When the drug fomivirsen was approved by the FDA in 1998 for the treatment of cytomegalovirus retinitis in patients with HIV/AIDs, it was hailed as a milestone in drug discovery because it was the first antisense oligonucleotide (ASO)—a class of drugs that works by targeting RNA to alter gene expression and control aberrant proteins in ways that traditional drugs can’t. An additional nine ASOs have since been approved by the FDA.
Despite the potential ASOs showed in the early days, this class of drugs has faced several hurdles during its development journey. It has taken years for researchers to optimize the compounds and understand the best gene targets and diseases. After fomivirsen was approved, several ASO clinical trials failed due to insufficient efficacy.

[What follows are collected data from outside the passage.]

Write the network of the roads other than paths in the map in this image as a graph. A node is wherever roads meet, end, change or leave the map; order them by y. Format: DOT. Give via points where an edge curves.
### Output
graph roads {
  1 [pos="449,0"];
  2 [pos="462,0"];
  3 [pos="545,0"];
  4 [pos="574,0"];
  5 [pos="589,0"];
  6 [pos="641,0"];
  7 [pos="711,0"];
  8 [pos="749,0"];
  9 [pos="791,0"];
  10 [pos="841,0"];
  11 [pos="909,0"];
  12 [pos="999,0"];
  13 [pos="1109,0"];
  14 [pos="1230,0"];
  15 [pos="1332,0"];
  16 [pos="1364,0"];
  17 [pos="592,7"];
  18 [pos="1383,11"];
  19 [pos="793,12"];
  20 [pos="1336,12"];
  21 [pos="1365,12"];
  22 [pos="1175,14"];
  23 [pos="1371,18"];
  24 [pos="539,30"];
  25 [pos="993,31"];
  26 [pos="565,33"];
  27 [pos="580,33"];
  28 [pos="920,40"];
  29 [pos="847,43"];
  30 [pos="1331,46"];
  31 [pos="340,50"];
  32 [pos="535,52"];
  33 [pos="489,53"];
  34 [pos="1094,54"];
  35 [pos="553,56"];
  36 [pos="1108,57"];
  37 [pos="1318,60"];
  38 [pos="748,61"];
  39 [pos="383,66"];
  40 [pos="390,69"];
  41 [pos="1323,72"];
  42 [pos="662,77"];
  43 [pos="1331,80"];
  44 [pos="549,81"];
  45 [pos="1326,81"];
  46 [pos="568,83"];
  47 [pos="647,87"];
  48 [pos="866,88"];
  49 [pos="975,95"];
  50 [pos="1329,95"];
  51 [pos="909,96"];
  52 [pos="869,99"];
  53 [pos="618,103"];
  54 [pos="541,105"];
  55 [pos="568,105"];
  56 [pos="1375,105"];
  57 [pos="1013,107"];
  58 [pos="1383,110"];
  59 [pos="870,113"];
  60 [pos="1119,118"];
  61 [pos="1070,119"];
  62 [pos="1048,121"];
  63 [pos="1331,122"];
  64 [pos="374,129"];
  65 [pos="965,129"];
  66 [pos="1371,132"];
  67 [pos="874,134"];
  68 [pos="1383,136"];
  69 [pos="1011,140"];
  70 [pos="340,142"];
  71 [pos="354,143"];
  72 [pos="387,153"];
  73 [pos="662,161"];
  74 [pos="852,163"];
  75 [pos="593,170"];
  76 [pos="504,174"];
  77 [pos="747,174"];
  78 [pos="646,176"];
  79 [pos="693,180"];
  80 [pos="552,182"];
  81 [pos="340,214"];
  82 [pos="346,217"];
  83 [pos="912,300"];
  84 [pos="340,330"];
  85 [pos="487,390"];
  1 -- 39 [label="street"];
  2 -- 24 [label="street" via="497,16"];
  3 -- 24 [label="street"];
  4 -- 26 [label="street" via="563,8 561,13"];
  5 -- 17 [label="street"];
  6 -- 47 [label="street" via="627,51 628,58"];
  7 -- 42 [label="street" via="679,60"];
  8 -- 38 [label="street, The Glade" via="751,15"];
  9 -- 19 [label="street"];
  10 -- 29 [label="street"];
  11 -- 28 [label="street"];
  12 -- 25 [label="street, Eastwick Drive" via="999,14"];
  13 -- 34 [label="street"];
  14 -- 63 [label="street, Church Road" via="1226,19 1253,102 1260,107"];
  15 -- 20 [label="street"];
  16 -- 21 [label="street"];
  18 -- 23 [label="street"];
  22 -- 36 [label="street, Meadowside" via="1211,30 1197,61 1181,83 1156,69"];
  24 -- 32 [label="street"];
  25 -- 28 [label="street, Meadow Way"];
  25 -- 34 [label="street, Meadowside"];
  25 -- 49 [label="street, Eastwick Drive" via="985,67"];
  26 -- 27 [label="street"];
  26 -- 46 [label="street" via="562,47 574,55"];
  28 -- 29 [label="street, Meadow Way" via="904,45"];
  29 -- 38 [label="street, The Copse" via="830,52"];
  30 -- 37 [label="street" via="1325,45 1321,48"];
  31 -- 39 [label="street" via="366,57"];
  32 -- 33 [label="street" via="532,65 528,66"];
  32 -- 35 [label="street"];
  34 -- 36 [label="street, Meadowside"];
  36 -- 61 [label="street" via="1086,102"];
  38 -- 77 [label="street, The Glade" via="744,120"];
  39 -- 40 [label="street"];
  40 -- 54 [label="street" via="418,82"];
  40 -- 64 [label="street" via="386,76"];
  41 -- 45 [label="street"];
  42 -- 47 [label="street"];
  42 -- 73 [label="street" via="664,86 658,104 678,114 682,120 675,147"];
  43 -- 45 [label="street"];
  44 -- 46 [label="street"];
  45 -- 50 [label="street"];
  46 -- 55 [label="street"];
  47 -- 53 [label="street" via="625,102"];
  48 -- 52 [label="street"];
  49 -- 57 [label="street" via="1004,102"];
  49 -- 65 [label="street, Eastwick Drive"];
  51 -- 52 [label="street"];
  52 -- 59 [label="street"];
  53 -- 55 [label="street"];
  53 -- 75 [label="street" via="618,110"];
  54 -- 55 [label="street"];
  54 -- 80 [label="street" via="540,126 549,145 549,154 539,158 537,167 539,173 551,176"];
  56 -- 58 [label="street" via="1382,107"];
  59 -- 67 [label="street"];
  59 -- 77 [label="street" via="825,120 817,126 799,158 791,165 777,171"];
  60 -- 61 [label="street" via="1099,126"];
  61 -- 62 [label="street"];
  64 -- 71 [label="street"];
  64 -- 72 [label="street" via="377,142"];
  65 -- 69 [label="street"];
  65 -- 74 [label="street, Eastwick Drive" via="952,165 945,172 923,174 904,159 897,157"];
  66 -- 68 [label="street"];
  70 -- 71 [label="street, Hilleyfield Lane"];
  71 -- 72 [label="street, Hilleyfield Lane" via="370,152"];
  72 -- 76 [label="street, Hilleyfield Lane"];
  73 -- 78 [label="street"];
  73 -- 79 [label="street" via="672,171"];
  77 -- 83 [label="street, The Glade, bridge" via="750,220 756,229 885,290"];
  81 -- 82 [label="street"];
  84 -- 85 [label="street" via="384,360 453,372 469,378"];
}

I believe conditions are ripe for a resurgence of this important class of drugs. First, technology advances in research and discovery are improving both drug design and target selection. At the same time, the market for ASOs is poised to grow thanks to multiple efforts supporting the development of drugs to treat ultra-rare genetic diseases—an area where ASOs could prove to be ideal first-line treatments.
To look into the future of the ASO class, it’s helpful to first understand its history. The method was first described in the late 1970s by two Harvard scientists who used unmodified DNA ASOs to inhibit viral RNA translation in the Rous sarcoma virus. The following decade brought rapid innovations in antisense methods, including improvements in the stability and binding affinity of ASOs, which in turn improved their potency.
More recently, scientists working in the ASO field discovered certain advantages when targeting RNA species in the cell nucleus. This led to the discovery of novel targets, including long-noncoding-RNAs, which are responsible for regulating gene transcription and post-translational modifications. During the 2010s, several ASO-class therapeutics were approved by the FDA, including nusinersen for spinal muscular atrophy, and eteplirsen and casimersen for Duchenne muscular dystrophy.
Importantly, patents covering some of the key chemical modifications employed to make the most safe and effective ASO compounds expired, encouraging more groups to join the effort to develop antisense therapeutics.
Another factor bolstering the development of ASO therapeutics is the push that’s underway to support the development of new therapies to treat rare diseases. Earlier this year, the FDA’s Center for Biologics Evaluation and Research said it was preparing to pilot test a program aimed at rare diseases that’s modeled after Operation Warp Speed, the government’s effort to accelerate the development of Covid-19 vaccines. The hope is to reduce the time and expense of developing genomic therapies to treat rare diseases. Likewise, the Nucleic Acid Therapy Accelerator, a unit of the Medical Research Council, was established with similar goals in the U.K.
ASOs could be particularly valuable in targeting rare genetic disorders—a fact that’s not lost on one of the pioneers in the field, Dr. Stanley Crooke, who led the development of ASO therapeutics as Ionis Pharmaceuticals’ CEO. In 2020, he founded the nonprofit n-Lorem Foundation, which is on a mission to develop and deliver ASO therapeutics to patients at no cost. Because more ASOs have been administered to humans than any other class of oligonucleotide drug, there is a greater understanding of the safety profile and risks of these medicines. This could make them ideal as first-line therapies for rare genetic disorders, where extensive testing prior to patient administration is not feasible. The N1C is a collaborative formed from several foundations and institutions with the goal of increasing the pace of development of treatments for rare genetic disorders via a variety of new technologies, including antisense, RNA interference, and CRISPR genome editing.
The potential for further growth of ASOs is clear, but hurdles remain. As is the case with all next-generation therapeutics, balancing cellular uptake and potency with minimum off-target effects and toxicity will continue to be a challenge. Researchers working in this field should take advantage of all of the resources available to them—from technology advances to support from regulators and foundations—so they can continue to advance new therapies for patients in need.